** Assignment **
Copy each line below in which the string "arct" appears.

· · ·

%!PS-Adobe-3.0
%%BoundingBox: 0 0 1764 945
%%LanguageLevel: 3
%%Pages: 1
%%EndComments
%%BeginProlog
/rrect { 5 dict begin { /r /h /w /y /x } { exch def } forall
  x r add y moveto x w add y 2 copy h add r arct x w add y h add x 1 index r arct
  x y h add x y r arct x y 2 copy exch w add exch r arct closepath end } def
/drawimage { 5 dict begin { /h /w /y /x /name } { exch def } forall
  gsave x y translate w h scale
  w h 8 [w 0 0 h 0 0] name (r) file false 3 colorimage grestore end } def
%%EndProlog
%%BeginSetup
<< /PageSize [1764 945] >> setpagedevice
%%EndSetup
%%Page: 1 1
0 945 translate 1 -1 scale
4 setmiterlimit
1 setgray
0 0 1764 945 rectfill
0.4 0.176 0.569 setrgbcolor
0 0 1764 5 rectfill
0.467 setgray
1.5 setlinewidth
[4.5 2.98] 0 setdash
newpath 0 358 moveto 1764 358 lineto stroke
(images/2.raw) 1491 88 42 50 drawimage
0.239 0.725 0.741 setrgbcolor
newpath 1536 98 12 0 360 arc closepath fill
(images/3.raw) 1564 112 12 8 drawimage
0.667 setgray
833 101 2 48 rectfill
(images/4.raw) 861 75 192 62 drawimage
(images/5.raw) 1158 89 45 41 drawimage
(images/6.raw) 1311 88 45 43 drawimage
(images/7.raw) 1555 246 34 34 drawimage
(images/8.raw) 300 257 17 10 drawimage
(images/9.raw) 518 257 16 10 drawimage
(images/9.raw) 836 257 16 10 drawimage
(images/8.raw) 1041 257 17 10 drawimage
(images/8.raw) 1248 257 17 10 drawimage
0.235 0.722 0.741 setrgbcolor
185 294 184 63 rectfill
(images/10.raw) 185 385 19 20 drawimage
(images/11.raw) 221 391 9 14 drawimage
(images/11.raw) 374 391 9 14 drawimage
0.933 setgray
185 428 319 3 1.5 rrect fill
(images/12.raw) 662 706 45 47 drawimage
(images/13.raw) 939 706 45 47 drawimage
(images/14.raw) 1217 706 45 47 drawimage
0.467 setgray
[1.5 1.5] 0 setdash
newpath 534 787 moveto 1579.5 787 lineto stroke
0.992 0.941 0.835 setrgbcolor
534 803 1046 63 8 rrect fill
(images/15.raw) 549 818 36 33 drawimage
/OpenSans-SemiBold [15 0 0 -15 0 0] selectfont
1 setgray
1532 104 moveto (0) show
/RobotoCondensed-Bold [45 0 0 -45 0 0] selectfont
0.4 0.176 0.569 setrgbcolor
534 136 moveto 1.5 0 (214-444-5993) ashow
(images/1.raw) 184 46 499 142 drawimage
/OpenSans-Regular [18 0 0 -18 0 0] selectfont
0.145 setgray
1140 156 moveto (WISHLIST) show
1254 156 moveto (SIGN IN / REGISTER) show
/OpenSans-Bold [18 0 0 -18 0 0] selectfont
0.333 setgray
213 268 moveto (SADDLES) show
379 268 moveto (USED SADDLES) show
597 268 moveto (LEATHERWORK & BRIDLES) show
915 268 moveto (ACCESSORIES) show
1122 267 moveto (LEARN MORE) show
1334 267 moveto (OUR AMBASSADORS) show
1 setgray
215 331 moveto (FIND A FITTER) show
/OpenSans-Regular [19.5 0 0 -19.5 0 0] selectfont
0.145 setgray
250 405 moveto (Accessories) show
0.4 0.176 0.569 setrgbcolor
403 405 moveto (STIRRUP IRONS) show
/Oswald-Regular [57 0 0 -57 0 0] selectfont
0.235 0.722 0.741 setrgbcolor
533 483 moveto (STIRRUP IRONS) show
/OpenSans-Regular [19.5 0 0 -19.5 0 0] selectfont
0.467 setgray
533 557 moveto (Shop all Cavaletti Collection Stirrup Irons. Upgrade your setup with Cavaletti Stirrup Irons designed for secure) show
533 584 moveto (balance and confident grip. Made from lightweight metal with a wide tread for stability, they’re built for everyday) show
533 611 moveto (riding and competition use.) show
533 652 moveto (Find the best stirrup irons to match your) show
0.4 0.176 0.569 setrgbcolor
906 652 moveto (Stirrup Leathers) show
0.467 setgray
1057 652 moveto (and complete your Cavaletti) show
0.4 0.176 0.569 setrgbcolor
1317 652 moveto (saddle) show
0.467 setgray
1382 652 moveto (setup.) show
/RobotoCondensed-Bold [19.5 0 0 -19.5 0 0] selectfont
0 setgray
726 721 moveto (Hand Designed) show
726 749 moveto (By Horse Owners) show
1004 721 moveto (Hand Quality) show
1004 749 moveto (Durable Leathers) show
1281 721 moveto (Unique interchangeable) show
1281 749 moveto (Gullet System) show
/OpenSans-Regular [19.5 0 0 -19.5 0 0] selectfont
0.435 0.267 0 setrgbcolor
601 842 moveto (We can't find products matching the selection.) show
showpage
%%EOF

· · ·

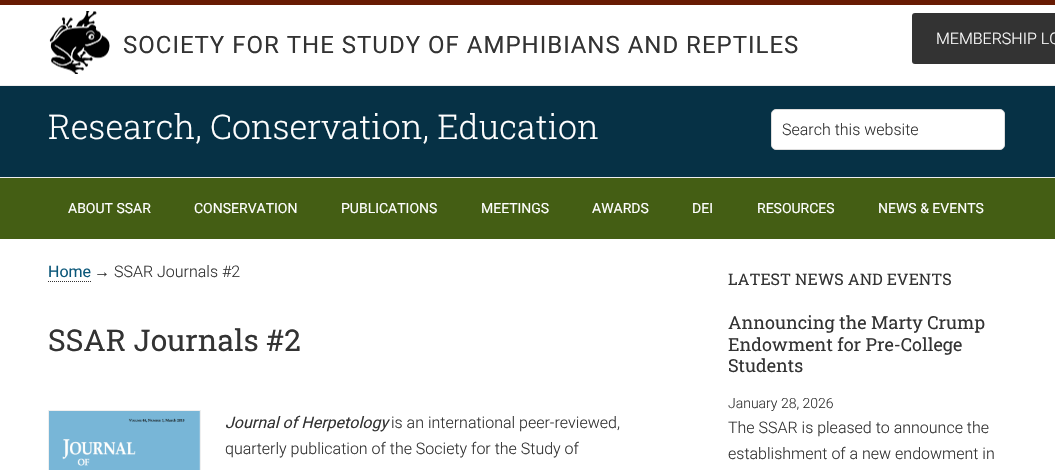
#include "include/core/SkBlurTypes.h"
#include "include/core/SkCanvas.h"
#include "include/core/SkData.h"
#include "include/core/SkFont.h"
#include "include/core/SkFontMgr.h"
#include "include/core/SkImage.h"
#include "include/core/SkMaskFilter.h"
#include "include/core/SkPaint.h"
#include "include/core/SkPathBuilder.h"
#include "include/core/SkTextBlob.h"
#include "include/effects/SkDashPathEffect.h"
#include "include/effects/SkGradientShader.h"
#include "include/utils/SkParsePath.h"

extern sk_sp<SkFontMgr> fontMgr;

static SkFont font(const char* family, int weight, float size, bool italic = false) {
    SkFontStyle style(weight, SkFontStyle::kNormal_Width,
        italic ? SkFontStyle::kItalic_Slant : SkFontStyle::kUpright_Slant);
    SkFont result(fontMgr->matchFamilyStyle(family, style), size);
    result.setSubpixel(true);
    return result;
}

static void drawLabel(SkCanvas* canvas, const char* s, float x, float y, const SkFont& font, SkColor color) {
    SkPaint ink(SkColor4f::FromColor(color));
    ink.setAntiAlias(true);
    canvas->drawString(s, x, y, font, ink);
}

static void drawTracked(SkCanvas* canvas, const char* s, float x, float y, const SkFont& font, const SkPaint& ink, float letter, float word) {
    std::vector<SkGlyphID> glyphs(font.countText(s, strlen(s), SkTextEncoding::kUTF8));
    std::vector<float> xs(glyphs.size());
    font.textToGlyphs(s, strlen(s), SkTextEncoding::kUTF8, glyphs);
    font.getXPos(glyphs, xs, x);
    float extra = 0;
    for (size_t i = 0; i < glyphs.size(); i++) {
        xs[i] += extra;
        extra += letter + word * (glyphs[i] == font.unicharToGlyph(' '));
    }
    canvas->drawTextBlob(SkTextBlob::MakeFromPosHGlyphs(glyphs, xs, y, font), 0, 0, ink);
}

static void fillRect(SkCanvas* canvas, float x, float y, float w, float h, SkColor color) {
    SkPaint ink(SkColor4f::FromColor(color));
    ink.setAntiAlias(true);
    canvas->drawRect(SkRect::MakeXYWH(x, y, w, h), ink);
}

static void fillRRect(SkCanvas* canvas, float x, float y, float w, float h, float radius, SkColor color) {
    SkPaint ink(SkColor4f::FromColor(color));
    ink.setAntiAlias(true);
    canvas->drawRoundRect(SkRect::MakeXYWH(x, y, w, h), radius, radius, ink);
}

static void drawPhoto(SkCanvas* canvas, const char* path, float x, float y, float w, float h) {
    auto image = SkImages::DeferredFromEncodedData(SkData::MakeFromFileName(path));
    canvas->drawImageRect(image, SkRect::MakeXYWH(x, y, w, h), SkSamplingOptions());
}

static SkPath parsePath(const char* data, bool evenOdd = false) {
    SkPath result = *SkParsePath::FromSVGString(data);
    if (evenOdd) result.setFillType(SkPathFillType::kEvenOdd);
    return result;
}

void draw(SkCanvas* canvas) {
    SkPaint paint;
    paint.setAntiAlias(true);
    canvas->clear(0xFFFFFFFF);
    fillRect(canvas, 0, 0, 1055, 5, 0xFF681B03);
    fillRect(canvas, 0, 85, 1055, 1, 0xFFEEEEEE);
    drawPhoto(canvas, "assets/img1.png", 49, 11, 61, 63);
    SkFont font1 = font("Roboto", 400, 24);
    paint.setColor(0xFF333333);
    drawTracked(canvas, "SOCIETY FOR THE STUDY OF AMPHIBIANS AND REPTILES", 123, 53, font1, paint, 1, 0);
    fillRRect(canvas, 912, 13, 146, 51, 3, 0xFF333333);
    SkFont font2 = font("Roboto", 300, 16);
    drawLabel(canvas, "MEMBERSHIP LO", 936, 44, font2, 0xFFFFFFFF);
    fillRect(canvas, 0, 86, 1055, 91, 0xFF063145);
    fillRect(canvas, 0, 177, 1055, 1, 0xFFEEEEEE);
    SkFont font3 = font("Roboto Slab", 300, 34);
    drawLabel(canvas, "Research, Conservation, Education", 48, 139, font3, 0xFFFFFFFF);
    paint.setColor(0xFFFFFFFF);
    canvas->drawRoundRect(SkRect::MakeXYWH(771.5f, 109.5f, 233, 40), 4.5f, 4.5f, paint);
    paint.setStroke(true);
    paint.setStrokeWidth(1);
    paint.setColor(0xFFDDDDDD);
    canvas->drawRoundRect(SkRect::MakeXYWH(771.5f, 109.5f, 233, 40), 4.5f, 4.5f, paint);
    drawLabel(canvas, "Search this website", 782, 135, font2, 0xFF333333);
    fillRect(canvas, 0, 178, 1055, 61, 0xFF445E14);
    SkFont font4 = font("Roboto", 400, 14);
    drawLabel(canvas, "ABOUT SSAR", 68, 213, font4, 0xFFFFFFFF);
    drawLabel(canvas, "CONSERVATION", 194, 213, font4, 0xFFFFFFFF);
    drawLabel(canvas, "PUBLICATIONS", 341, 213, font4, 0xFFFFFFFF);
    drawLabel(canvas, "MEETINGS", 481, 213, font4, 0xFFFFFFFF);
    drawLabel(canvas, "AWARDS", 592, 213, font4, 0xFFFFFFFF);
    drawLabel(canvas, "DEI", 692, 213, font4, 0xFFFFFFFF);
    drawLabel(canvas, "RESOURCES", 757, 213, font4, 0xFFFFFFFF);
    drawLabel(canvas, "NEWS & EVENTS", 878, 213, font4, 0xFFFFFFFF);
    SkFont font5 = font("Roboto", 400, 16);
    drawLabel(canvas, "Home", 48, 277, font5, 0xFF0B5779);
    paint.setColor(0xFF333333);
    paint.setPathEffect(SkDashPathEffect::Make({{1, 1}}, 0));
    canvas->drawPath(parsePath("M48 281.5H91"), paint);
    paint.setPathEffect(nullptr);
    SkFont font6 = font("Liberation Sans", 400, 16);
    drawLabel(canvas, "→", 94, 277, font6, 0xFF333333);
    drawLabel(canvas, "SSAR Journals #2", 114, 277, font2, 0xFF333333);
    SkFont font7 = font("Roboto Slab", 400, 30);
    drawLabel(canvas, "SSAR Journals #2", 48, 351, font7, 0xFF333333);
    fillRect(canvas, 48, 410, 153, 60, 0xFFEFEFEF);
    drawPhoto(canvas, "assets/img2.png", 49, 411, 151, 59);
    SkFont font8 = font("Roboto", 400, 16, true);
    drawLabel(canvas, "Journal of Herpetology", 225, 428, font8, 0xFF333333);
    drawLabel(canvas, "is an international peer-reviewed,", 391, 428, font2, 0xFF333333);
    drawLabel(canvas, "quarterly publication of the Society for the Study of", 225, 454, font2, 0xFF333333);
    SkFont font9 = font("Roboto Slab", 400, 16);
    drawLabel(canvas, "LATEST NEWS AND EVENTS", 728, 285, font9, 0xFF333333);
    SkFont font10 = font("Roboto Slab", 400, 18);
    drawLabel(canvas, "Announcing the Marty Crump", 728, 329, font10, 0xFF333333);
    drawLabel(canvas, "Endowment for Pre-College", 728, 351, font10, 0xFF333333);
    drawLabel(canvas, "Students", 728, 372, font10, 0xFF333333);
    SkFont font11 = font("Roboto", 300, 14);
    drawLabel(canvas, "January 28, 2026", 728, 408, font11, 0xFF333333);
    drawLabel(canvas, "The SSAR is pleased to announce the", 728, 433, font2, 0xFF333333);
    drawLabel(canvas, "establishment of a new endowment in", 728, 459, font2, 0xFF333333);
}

· · ·

** Written answer **
  x r add y moveto x w add y 2 copy h add r arct x w add y h add x 1 index r arct
  x y h add x y r arct x y 2 copy exch w add exch r arct closepath end } def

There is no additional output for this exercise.